Managing privacy to reach privacy goals is challenging, as evidenced by the privacy attitude-behavior gap. Mitigating this discrepancy requires solutions that account for both system opaqueness and users' hesitations in testing different privacy settings due to fears of unintended data exposure. We introduce an empathy-based approach that allows users to experience how privacy attributes may alter system outcomes in a risk-free sandbox environment from the perspective of artificially generated personas. To generate realistic personas, we introduce a novel pipeline that augments the outputs of large language models (e.g., GPT-4) using few-shot learning, contextualization, and chain of thoughts. Our empirical studies demonstrated the adequate quality of generated personas and highlighted the changes in privacy-related applications (e.g., online advertising) caused by different personas. Furthermore, users demonstrated cognitive and emotional empathy towards the personas when interacting with our sandbox. We offered design implications for downstream applications in improving user privacy literacy.

Figures (11)

• Figure 1: An empathy-based approach where users interact with online services with different personas in a risk-free sandbox without leaking their real personal data. Users can observe and experience the causal effect between their privacy configurations/behaviors and system outcomes, acquire privacy knowledge, and translate the knowledge into actual behavior. Note that this is a general framework. We leave the studies of changes in privacy behaviors as future work.
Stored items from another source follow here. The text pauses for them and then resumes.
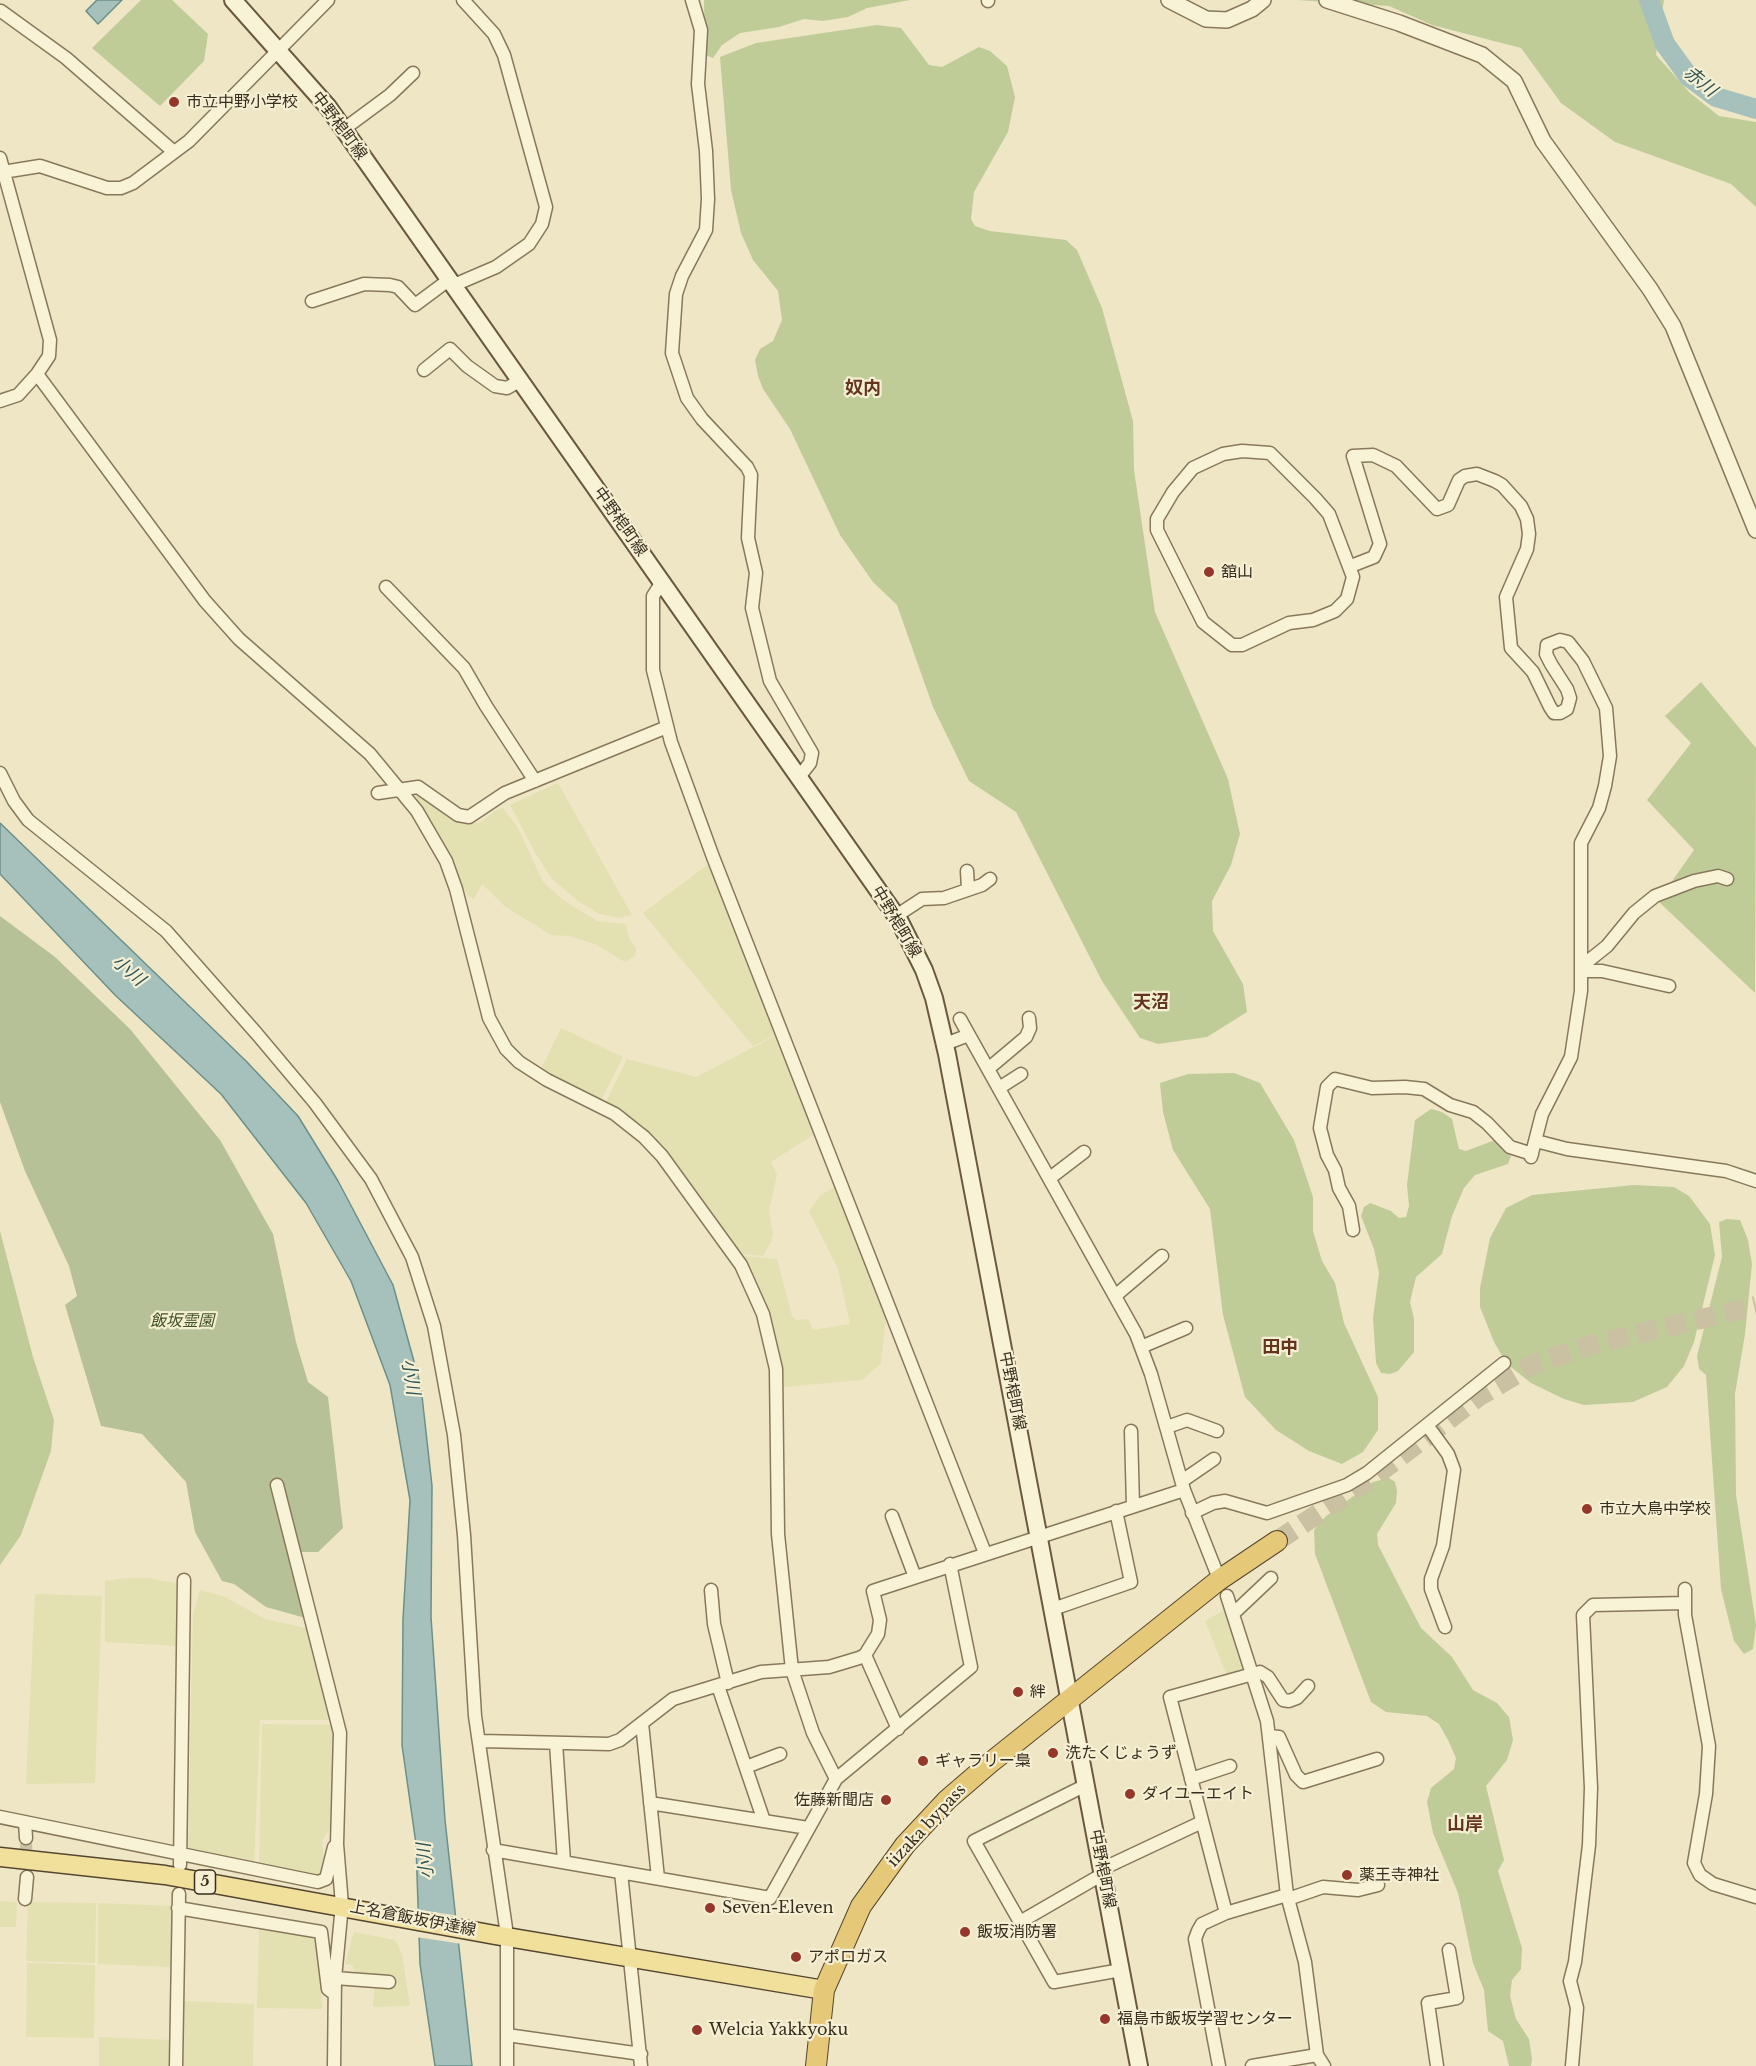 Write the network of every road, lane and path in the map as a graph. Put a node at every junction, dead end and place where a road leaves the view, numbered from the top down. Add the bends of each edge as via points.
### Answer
1 (3, 0) edge
2 (233, 0) edge
3 (328, 0) edge
4 (463, 0) edge
5 (692, 0) edge
6 (1168, 0) edge
7 (1263, 0) edge
8 (1327, 0) edge
9 (0, 12) edge
10 (277, 49) junction
11 (413, 73) dead end
12 (344, 129) junction
13 (174, 152) junction
14 (0, 158) edge
15 (3, 172) junction
16 (452, 282) junction
17 (312, 301) dead end
18 (424, 370) dead end
19 (37, 374) junction
20 (521, 380) junction
21 (0, 401) edge
22 (1756, 530) edge
23 (1351, 566) junction
24 (662, 582) junction
25 (386, 588) dead end
26 (667, 727) junction
27 (0, 773) edge
28 (799, 777) junction
29 (535, 781) junction
30 (401, 788) junction
31 (378, 793) dead end
32 (967, 870) dead end
33 (990, 879) dead end
34 (1727, 879) dead end
35 (968, 890) junction
36 (896, 916) junction
37 (1582, 968) junction
38 (1669, 986) dead end
39 (1029, 1018) dead end
40 (960, 1019) dead end
41 (969, 1035) junction
42 (945, 1044) junction
43 (988, 1069) junction
44 (1021, 1074) dead end
45 (999, 1088) junction
46 (1536, 1141) junction
47 (1084, 1152) dead end
48 (1050, 1178) junction
49 (1756, 1181) edge
50 (1353, 1230) dead end
51 (1162, 1256) dead end
52 (1115, 1296) junction
53 (1186, 1328) dead end
54 (1141, 1347) junction
55 (1504, 1364) dead end
56 (1427, 1425) junction
57 (1167, 1427) junction
58 (1131, 1431) dead end
59 (1217, 1431) dead end
60 (1214, 1459) dead end
61 (277, 1485) dead end
62 (1183, 1485) junction
63 (1133, 1506) junction
64 (1116, 1511) junction
65 (1192, 1513) junction
66 (892, 1516) dead end
67 (1039, 1536) junction
68 (1277, 1541) tunnel mouth
69 (985, 1553) junction
70 (950, 1564) junction
71 (1216, 1571) dead end
72 (915, 1577) junction
73 (1271, 1578) dead end
74 (184, 1580) dead end
75 (1685, 1589) dead end
76 (711, 1590) dead end
77 (1227, 1596) dead end
78 (1685, 1603) junction
79 (1053, 1608) junction
80 (1234, 1613) junction
81 (1445, 1627) dead end
82 (865, 1655) junction
83 (792, 1670) junction
84 (1253, 1673) junction
85 (723, 1684) junction
86 (1308, 1686) dead end
87 (1070, 1700) junction
88 (642, 1723) junction
89 (898, 1729) junction
90 (1269, 1736) junction
91 (481, 1740) junction
92 (556, 1743) junction
93 (780, 1754) dead end
94 (1377, 1759) dead end
95 (1230, 1766) dead end
96 (746, 1767) junction
97 (836, 1779) junction
98 (1191, 1779) junction
99 (1086, 1785) junction
100 (650, 1803) junction
101 (0, 1817) edge
102 (764, 1821) junction
103 (25, 1822) junction
104 (1202, 1822) junction
105 (808, 1827) junction
106 (26, 1838) tunnel mouth
107 (338, 1844) junction
108 (493, 1850) junction
109 (0, 1857) edge
110 (180, 1860) junction
111 (564, 1862) junction
112 (621, 1872) junction
113 (1102, 1872) junction
114 (27, 1877) tunnel mouth
115 (658, 1878) junction
116 (1378, 1885) dead end
117 (179, 1894) dead end
118 (1288, 1897) junction
119 (1756, 1897) edge
120 (25, 1899) dead end
121 (342, 1905) junction
122 (178, 1908) junction
123 (1226, 1913) junction
124 (1020, 1922) junction
125 (501, 1935) junction
126 (1449, 1950) dead end
127 (630, 1957) junction
128 (1121, 1970) junction
129 (335, 1978) junction
130 (389, 1982) dead end
131 (824, 1990) junction
132 (335, 1994) junction
133 (507, 2035) junction
134 (641, 2060) edge
135 (1320, 2060) edge
136 (1268, 2065) edge
137 (176, 2066) edge
138 (334, 2066) edge
139 (507, 2066) edge
140 (816, 2066) edge
141 (1139, 2066) edge
142 (1219, 2066) edge
143 (1252, 2066) edge
144 (1437, 2066) edge
145 (1572, 2066) edge

1 - 9 street
2 - 10 main road, 中野梍町線
3 - 10 street
4 - 16 street via 494,34 504,55 546,207 542,224 529,244 496,267
5 - 28 street via 701,30 698,84 708,199 706,230 676,294 672,353 687,398 751,475 748,538 756,573 752,608 770,681 812,753 810,763
6 - 7 street via 1206,19 1227,20
8 - 22 street via 1482,55 1514,81 1543,141 1673,326
9 - 13 street via 66,58
10 - 12 main road, 中野梍町線
10 - 13 street
11 - 12 street
12 - 16 main road, 中野梍町線
13 - 15 street via 121,188 107,188 40,166
14 - 15 street
15 - 19 street via 50,340 49,356
16 - 17 street via 415,305 398,287 390,285 363,284
16 - 20 main road, 中野梍町線
18 - 20 street via 450,349 495,386 507,388
19 - 21 street via 18,395
19 - 30 street via 205,601 239,639 370,754
20 - 24 main road, 中野梍町線
23 - 23 street via 1353,577 1347,598 1335,611 1313,620 1288,623 1242,645 1232,645 1203,622 1195,609 1160,540 1157,519 1179,483 1197,465 1223,454 1263,451 1278,459 1329,514 1342,553
23 - 37 street via 1374,557 1380,544 1353,459 1357,454 1373,455 1396,466 1437,509 1448,505 1459,480 1471,474 1502,485 1521,506 1529,534 1527,549 1506,597 1511,648 1533,672 1550,707 1560,714 1567,709 1570,698 1546,654 1547,645 1560,640 1568,642 1596,683 1608,719 1610,756 1605,786 1599,808 1581,843
24 - 26 street via 653,596 653,670
24 - 28 main road, 中野梍町線
25 - 29 street via 464,668
26 - 29 street
26 - 69 street via 713,857
27 - 91 street via 28,820 166,931 340,1135 371,1179 398,1228 424,1290 446,1388 460,1489 475,1716
28 - 36 main road, 中野梍町線
29 - 30 street via 505,794 477,814 464,817 418,787
30 - 31 street
30 - 83 street via 446,861 466,922 489,1018 506,1049 547,1080 615,1114 645,1137 725,1241 756,1294 776,1369 778,1534
32 - 35 street
33 - 35 street
34 - 37 street via 1718,876 1694,881 1655,896
35 - 36 street via 944,898 922,899
36 - 42 main road, 中野梍町線 via 924,970
37 - 38 street
37 - 46 street via 1572,1057 1542,1113
39 - 43 street via 1026,1037
40 - 41 street
41 - 42 street
41 - 43 street
42 - 67 main road, 中野梍町線
43 - 45 street
44 - 45 street
45 - 48 street
46 - 49 street via 1567,1149 1726,1171
46 - 50 street via 1532,1156 1510,1147 1473,1112 1450,1105 1424,1089 1372,1088 1335,1079 1328,1087 1320,1128 1329,1161 1349,1206
47 - 48 street
48 - 52 street
51 - 52 street
52 - 54 street
53 - 54 street
54 - 57 street
55 - 56 street
56 - 65 street via 1347,1485 1267,1513 1225,1501
56 - 81 street via 1448,1454 1454,1470 1443,1546 1431,1579
57 - 59 street via 1187,1420
57 - 62 street
58 - 63 street
60 - 62 street
61 - 107 street via 339,1724
62 - 63 street
62 - 65 street
63 - 64 street
64 - 67 street
64 - 79 street via 1131,1582
65 - 71 street
66 - 72 street
67 - 69 street
67 - 79 main road, 中野梍町線
68 - 87 highway, iizaka bypass via 1219,1580
69 - 70 street
70 - 72 street
70 - 89 street via 971,1667
72 - 82 street via 873,1591 880,1620 878,1634
73 - 80 street
74 - 110 street
75 - 78 street
76 - 85 street
77 - 80 street
78 - 119 street via 1709,1746 1706,1794 1694,1863 1700,1875 1713,1884
78 - 145 street via 1593,1605 1583,1616 1591,1788 1589,1845 1570,1981 1577,2008
79 - 87 main road, 中野梍町線
80 - 84 street
82 - 83 street via 829,1667
82 - 89 street
83 - 85 street via 761,1672
83 - 97 street via 813,1733
84 - 86 street via 1264,1673 1283,1700 1303,1694
84 - 90 street
84 - 98 street via 1170,1697
85 - 88 street via 673,1700
85 - 96 street
87 - 99 main road, 中野梍町線
87 - 131 highway, iizaka bypass via 947,1800 905,1845 861,1906
88 - 92 street via 609,1744
88 - 100 street
89 - 97 street
90 - 94 street via 1279,1737 1303,1782
90 - 118 street
91 - 92 street
91 - 108 street
92 - 111 street
93 - 96 street
95 - 98 street
96 - 102 street
97 - 105 street
98 - 104 street
99 - 113 main road, 中野梍町線
99 - 124 street via 974,1841
100 - 102 street
100 - 115 street
101 - 103 street
102 - 105 street
103 - 106 street
103 - 110 street
104 - 113 street
104 - 123 street
105 - 115 street via 770,1898
107 - 110 street via 332,1849 326,1879 318,1882
107 - 121 street
108 - 111 street
108 - 125 street
109 - 121 main road, 上名倉飯坂伊達線 / 5 via 165,1875
111 - 112 street
112 - 115 street
112 - 127 street
113 - 124 street
113 - 128 main road, 中野梍町線
114 - 120 street
116 - 118 street via 1358,1890 1323,1887
117 - 122 street
118 - 123 street
118 - 135 street via 1305,1962
121 - 125 main road, 上名倉飯坂伊達線 / 5
121 - 129 street
122 - 132 street via 321,1932 328,1989
122 - 137 street
123 - 142 street via 1202,1924 1195,1939
124 - 128 street via 1054,1982
125 - 127 main road, 上名倉飯坂伊達線 / 5
125 - 133 street
126 - 144 street via 1457,1998 1428,2003
127 - 131 main road, 上名倉飯坂伊達線 / 5
127 - 134 street
128 - 141 main road, 中野梍町線
129 - 130 street
129 - 132 street
131 - 140 highway, iizaka bypass
132 - 138 street
133 - 134 street
133 - 139 street
135 - 136 street
136 - 143 street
• Figure 2: An empathy-based approach where users interact with online services by using the identity of different personas in a risk-free sandbox without leaking their real personal data. Users can cognitively and emotionally empathize with personas, observe and experience the causal effect between the privacy data and system outcomes (e.g., target ads), and acquire privacy knowledge.
• Figure 3: The generation pipeline of profile portrait images.
• Figure 4: Privacy Sandbox User Journey. (a) Providing guidance for Persona's Profile Generation: The User's initial input acts as a seed for persona creation, exemplified by Bob's specific professional and personal interests. (b) Initial Persona Profile Generation and Customization: Creation of a preliminary persona "Carlos Rodriguez", which users can review and modify. (c) Generating additional privacy data aligned with the profile: Extension of the persona's attributes, ensuring alignment with the initial profile.
• Figure 6: Means and standard errors of each measure in three conditions: GPT-generated persona, our generated persona, and real persona. All items are measured by user ratings on a 5-point Likert scale.